Questi interrogativi mi hanno accompagnato in questo periodo. Ho preso ancor più consapevolezza che è vitale riconoscere i morsi della fame che ci sono nel mondo, nella Chiesa, nella Congregazione, nell’Ispettoria, nei giovani, nelle famiglie, nelle nostre comunità, nelle anime di chi incontriamo e nell’anima nostra. Abbiamo fame di semplicità, di umanità, di fiducia, di futuro, di abbracci, di pace, di perdono, di interiorità, di sogni, di temerarietà, di pensieri profondi, di passione, di speranza, di bontà, di silenzio, di fraternità, di sguardi buoni, di poesia, di padri. A volte ci basterebbero anche delle briciole di tutto questo per calmierare i crampi al cuore. Credo che sia una benedizione avere fame. È un richiamo a ciò che manca, un forte invito al cammino, un assalto a quelle dispense chiuse a chiave che conservano pani che con la loro assenza stritolano lo stomaco e fanno ansimare l’anima. Se non li conquisti, muori.

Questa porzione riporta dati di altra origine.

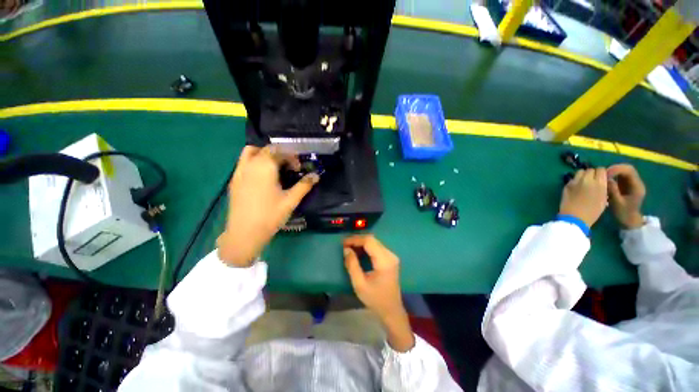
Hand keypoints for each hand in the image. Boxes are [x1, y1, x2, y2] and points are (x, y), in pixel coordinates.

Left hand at [216, 146, 318, 266]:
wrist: (244, 234)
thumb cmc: (270, 216)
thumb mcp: (291, 200)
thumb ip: (304, 185)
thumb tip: (316, 175)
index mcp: (265, 167)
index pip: (279, 151)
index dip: (291, 156)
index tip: (298, 168)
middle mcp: (250, 165)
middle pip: (265, 149)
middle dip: (280, 154)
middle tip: (289, 167)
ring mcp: (239, 172)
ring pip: (250, 152)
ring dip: (264, 154)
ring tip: (275, 167)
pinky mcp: (234, 181)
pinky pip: (243, 163)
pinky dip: (255, 162)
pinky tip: (262, 177)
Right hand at [343, 235, 413, 351]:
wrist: (391, 310)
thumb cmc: (375, 299)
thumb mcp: (359, 284)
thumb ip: (352, 265)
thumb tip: (346, 249)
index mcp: (384, 261)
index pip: (369, 241)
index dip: (355, 239)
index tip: (343, 243)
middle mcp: (390, 255)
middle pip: (372, 239)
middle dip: (357, 240)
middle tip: (345, 245)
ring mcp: (391, 256)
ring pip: (374, 242)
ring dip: (361, 243)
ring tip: (349, 247)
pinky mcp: (390, 258)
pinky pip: (377, 247)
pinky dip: (366, 247)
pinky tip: (358, 251)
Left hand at [559, 168, 607, 227]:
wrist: (575, 217)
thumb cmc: (592, 212)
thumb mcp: (604, 199)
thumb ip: (603, 187)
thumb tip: (602, 182)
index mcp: (600, 183)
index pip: (601, 169)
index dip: (601, 173)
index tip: (601, 178)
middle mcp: (587, 180)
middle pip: (590, 169)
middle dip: (592, 174)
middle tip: (592, 181)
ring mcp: (575, 181)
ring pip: (580, 172)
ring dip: (583, 175)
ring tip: (584, 183)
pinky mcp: (566, 185)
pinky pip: (573, 179)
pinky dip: (575, 181)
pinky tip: (576, 188)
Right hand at [607, 164, 645, 228]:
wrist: (629, 220)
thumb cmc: (623, 213)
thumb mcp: (617, 203)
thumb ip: (613, 190)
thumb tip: (606, 178)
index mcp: (637, 186)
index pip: (629, 171)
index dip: (617, 169)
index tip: (605, 173)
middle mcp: (636, 182)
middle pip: (627, 169)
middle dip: (615, 169)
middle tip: (602, 174)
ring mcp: (632, 183)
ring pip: (624, 171)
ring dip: (613, 171)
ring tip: (603, 177)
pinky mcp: (627, 185)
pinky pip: (621, 176)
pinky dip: (613, 175)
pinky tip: (606, 180)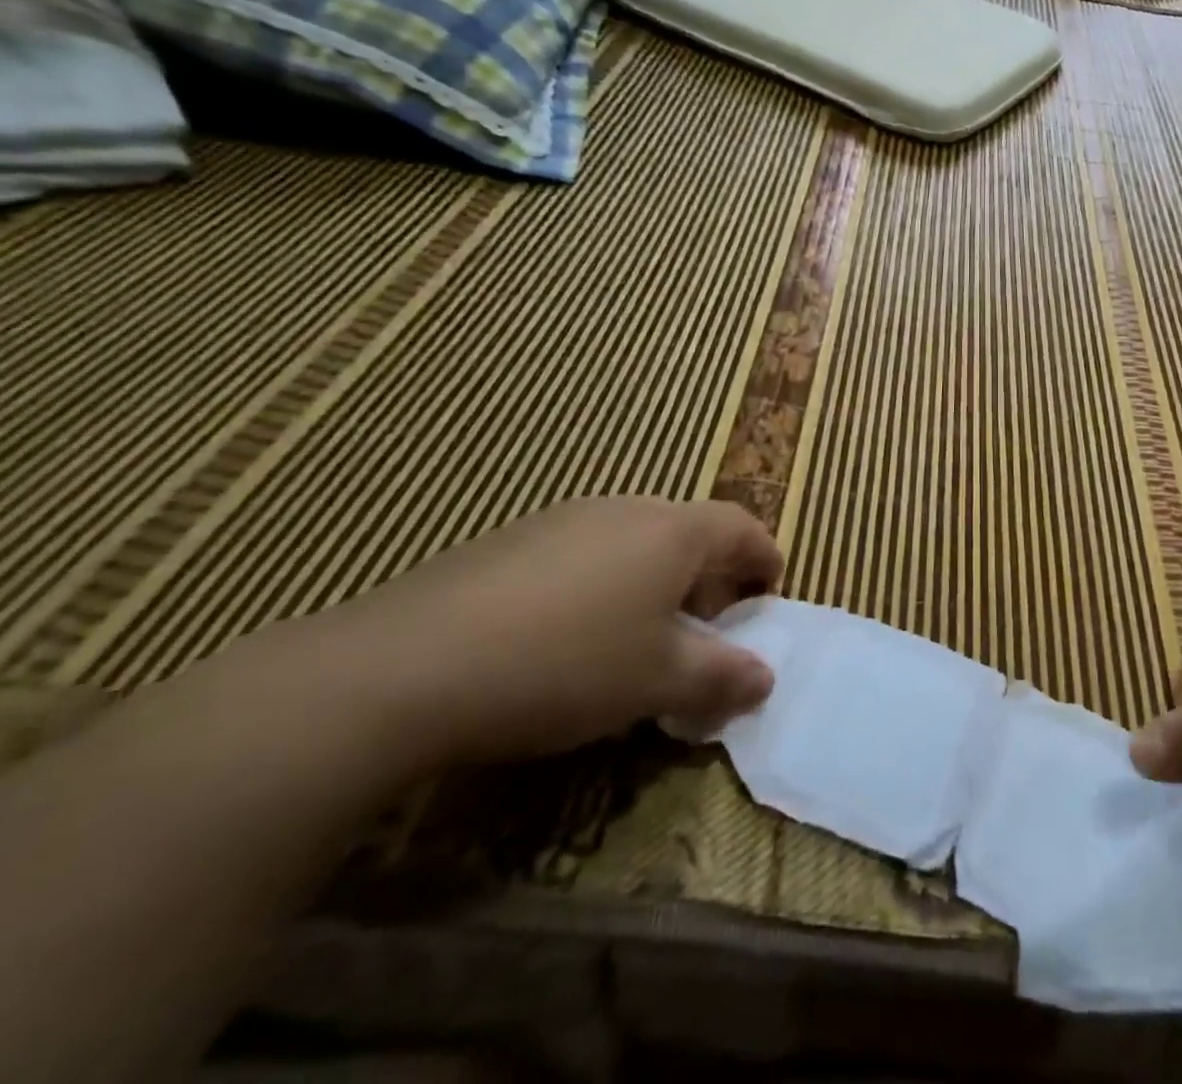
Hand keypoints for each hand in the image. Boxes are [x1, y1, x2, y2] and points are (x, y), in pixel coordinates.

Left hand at [322, 499, 781, 765]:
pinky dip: (605, 584)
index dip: (763, 559)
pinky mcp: (512, 540)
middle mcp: (626, 510)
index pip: (741, 527)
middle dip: (709, 576)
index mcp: (672, 532)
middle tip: (707, 629)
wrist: (405, 667)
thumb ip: (721, 675)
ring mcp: (564, 519)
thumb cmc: (566, 665)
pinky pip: (585, 552)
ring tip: (640, 637)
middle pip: (689, 531)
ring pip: (635, 541)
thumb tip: (764, 677)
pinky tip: (571, 635)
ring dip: (656, 581)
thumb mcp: (658, 680)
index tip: (768, 596)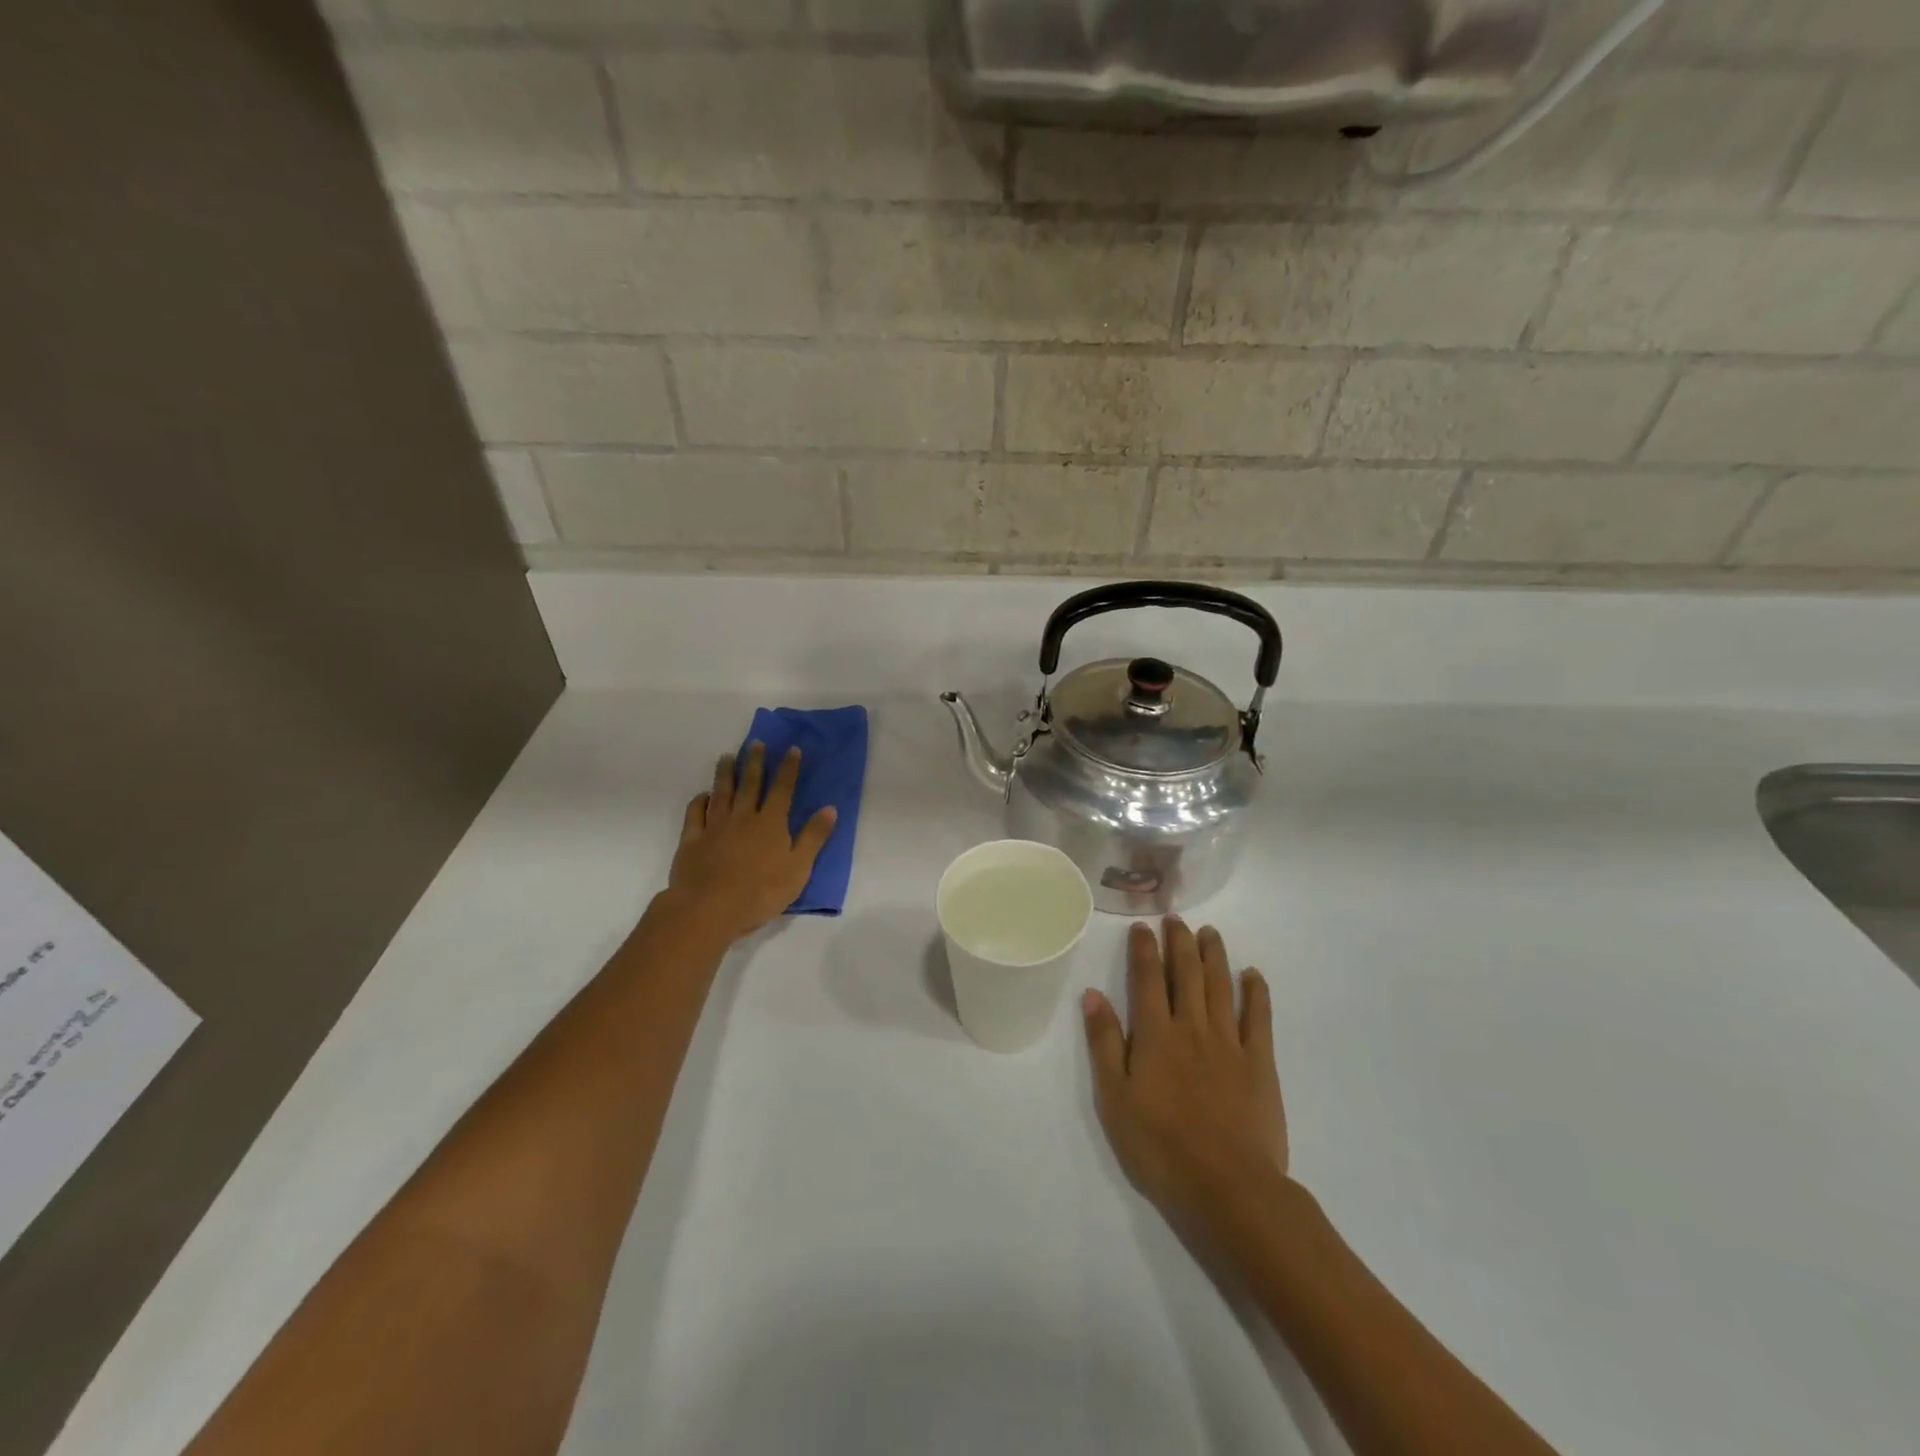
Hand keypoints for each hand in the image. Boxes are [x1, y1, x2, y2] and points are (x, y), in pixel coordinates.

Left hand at [665, 743, 836, 944]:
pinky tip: (703, 795)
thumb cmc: (760, 892)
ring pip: (721, 792)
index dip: (788, 768)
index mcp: (770, 823)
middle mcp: (743, 817)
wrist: (709, 908)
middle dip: (755, 762)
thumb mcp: (798, 868)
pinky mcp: (692, 840)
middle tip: (756, 743)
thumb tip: (830, 808)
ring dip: (726, 773)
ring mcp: (715, 826)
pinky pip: (695, 814)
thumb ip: (813, 837)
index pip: (782, 789)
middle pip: (750, 784)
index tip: (792, 749)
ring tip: (727, 757)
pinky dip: (700, 801)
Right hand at [1082, 918, 1286, 1232]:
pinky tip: (1253, 974)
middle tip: (1176, 918)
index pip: (1146, 979)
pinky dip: (1256, 992)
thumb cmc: (1161, 1147)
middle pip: (1185, 973)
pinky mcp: (1260, 1063)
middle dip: (1179, 942)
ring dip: (1214, 955)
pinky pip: (1258, 1018)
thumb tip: (1093, 994)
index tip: (1142, 926)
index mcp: (1155, 1035)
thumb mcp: (1115, 1099)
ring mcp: (1229, 1043)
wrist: (1229, 1188)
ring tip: (1209, 932)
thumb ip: (1105, 1043)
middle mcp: (1192, 1027)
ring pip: (1220, 986)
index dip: (1143, 950)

Qualche anno fa una ragazza mi scrisse: «La notte in cui mio papà morì io ero lì, fuori dalla terapia intensiva. Dopo averlo estubato e scollegato da tutti i macchinari, lo adagiarono su una barella e lo coprirono fino al collo con un lenzuolo bianco. Per la prima volta potevo conoscere mio padre morto. Mi ci sono buttata addosso. Ho abbassato un po’ il lenzuolo e ho appoggiato il mio viso sul suo cuore. Non batteva, credo. Anzi sicuramente non batteva. Ma io non c’ho fatto caso. Ho sentito solo il freddo della sua pelle. Ricordo di essermi voltata verso mia mamma chiedendole perché fosse così freddo. Mi son bastate le sue lacrime calde come risposta. Freddo. Ecco perché io non sopporto il freddo. Da allora non ebbi più un nome. Si esiste solo se c’è un padre che ti chiama per nome». Da anni cercava disperatamente un nome, un padre. Invano. Le lievi speranze si dissolvevano come quelle nuvole che ti illudono mostrando una figura che, dopo pochi attimi, non c’è più. Un giorno me lo chiese: «Mi dai un nome?». Io non avevo mai dato un nome a nessuno. Dare un nome è legarsi. È un’arte. È un atto che è uno scrigno. È mettere radici. Ricevere un nome è sfamare il desiderio d’esser di qualcuno. «Un padre è colui che dà un nome», mi disse. Provai a dirle che Dio riempie il vuoto. Inutile. Si sbaglia quando si dice che Dio riempie il vuoto; non lo riempie affatto, anzi lo mantiene appunto aperto e ci aiuta in questo modo a conservare l’autentica comunione tra di noi, sia pure nel dolore.1 Vi è un fascino lacerante nel vuoto provocato da un legame troncato. Il rischio è di colmarlo con qualunque cibo, pur di non sentire i suoi gemiti, i suoi strazi, il suo urlo. Ridare la possibilità di poter dire papà è offrire del pane. Un giorno le detti un nome. Uscì dal sepolcro. E fu resurrezione. Quel giorno mangiammo pane di paternità.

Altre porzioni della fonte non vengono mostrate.